◆ **What the task requires**
Pick out every line of the entries below where "tunnel" occurs, and copy those lines.

◆ **Records provided**
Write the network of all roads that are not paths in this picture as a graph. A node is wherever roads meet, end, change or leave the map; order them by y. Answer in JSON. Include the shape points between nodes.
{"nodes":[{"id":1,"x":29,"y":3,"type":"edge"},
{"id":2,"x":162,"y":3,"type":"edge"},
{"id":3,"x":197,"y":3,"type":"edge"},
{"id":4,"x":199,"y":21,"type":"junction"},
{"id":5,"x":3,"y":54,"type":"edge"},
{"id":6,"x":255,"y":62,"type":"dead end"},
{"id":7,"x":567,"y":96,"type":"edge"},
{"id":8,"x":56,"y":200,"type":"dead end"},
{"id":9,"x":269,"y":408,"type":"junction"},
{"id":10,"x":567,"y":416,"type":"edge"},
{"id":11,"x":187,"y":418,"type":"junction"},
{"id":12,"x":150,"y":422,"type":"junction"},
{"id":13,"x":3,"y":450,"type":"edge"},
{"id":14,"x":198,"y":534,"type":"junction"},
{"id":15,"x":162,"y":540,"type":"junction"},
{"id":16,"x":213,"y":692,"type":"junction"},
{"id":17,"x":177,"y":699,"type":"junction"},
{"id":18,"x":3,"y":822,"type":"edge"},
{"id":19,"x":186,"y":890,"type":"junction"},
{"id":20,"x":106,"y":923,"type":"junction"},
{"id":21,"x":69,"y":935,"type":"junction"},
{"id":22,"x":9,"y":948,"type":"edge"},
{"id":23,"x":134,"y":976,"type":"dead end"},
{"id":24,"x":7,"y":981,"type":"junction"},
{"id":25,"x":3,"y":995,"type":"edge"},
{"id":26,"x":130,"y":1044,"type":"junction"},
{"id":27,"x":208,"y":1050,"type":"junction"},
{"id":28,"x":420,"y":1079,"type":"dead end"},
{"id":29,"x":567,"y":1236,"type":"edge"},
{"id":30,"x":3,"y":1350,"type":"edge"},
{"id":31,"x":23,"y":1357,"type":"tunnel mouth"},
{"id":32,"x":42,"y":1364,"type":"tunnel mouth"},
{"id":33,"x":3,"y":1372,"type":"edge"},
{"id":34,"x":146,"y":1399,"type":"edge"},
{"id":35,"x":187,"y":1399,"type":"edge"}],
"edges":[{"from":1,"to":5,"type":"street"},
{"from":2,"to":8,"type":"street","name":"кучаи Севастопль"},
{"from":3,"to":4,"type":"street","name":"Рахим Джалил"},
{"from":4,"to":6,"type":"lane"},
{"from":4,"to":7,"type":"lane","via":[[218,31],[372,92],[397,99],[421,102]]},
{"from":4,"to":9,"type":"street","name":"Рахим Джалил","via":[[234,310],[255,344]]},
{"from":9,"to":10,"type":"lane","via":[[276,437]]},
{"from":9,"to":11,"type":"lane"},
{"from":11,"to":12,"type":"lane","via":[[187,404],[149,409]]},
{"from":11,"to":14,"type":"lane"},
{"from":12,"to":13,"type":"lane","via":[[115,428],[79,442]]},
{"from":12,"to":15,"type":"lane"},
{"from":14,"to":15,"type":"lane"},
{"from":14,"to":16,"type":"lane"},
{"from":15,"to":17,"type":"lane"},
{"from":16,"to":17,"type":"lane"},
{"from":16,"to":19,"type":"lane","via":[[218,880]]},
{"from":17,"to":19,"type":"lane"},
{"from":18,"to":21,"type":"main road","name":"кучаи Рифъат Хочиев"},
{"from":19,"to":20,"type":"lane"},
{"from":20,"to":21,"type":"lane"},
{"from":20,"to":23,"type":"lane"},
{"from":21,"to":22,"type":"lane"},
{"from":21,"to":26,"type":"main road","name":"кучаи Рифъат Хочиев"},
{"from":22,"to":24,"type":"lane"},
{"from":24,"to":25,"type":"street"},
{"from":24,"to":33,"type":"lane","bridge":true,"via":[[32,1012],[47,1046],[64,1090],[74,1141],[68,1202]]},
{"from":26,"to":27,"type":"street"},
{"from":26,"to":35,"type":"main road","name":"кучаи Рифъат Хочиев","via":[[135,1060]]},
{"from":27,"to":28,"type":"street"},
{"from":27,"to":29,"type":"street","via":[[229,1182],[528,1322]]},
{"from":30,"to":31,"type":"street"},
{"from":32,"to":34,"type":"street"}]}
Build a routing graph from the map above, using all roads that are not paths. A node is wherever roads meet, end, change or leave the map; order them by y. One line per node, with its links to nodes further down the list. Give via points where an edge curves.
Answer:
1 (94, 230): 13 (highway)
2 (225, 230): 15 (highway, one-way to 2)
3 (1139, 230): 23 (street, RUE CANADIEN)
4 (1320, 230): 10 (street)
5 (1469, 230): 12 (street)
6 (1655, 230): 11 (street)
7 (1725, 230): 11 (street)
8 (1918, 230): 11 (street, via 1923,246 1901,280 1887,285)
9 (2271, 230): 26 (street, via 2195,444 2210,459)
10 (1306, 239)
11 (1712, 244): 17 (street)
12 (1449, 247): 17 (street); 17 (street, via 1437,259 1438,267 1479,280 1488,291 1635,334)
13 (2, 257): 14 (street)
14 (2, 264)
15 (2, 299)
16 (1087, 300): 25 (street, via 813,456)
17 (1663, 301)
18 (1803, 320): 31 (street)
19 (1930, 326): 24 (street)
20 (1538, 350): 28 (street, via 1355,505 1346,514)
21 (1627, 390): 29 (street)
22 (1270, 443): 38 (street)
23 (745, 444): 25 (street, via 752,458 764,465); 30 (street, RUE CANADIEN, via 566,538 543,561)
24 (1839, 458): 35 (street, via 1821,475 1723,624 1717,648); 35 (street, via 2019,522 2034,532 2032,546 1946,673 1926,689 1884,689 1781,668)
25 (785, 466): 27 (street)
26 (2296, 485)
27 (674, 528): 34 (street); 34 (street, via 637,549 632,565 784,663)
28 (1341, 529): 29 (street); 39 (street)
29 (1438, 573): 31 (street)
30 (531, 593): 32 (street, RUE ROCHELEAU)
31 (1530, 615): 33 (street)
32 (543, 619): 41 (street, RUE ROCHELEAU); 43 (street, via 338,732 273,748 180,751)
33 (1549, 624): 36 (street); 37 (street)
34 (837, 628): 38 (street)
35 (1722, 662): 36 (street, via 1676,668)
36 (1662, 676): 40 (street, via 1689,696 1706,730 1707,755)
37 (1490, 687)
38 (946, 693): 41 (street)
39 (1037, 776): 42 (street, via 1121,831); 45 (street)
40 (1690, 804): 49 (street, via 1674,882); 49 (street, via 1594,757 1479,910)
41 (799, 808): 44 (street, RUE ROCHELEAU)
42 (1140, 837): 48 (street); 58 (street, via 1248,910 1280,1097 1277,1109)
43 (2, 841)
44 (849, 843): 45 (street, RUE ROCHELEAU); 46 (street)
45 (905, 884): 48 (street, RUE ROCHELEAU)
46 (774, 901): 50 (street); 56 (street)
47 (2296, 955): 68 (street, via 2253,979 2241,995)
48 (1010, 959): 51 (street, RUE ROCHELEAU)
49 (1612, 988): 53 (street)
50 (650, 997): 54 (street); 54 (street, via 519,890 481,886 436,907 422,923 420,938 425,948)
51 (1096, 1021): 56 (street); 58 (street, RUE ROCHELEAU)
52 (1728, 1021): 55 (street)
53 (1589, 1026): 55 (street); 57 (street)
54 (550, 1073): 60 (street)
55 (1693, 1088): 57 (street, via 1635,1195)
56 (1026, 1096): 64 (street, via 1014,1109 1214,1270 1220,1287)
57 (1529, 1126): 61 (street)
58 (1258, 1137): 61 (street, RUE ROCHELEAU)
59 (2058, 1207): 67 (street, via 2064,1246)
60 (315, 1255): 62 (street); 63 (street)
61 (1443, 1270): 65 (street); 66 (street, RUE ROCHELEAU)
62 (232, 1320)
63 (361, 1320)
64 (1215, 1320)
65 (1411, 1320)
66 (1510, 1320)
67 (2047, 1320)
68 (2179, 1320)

◆ **Task answer**
{"id":31,"x":23,"y":1357,"type":"tunnel mouth"},
{"id":32,"x":42,"y":1364,"type":"tunnel mouth"},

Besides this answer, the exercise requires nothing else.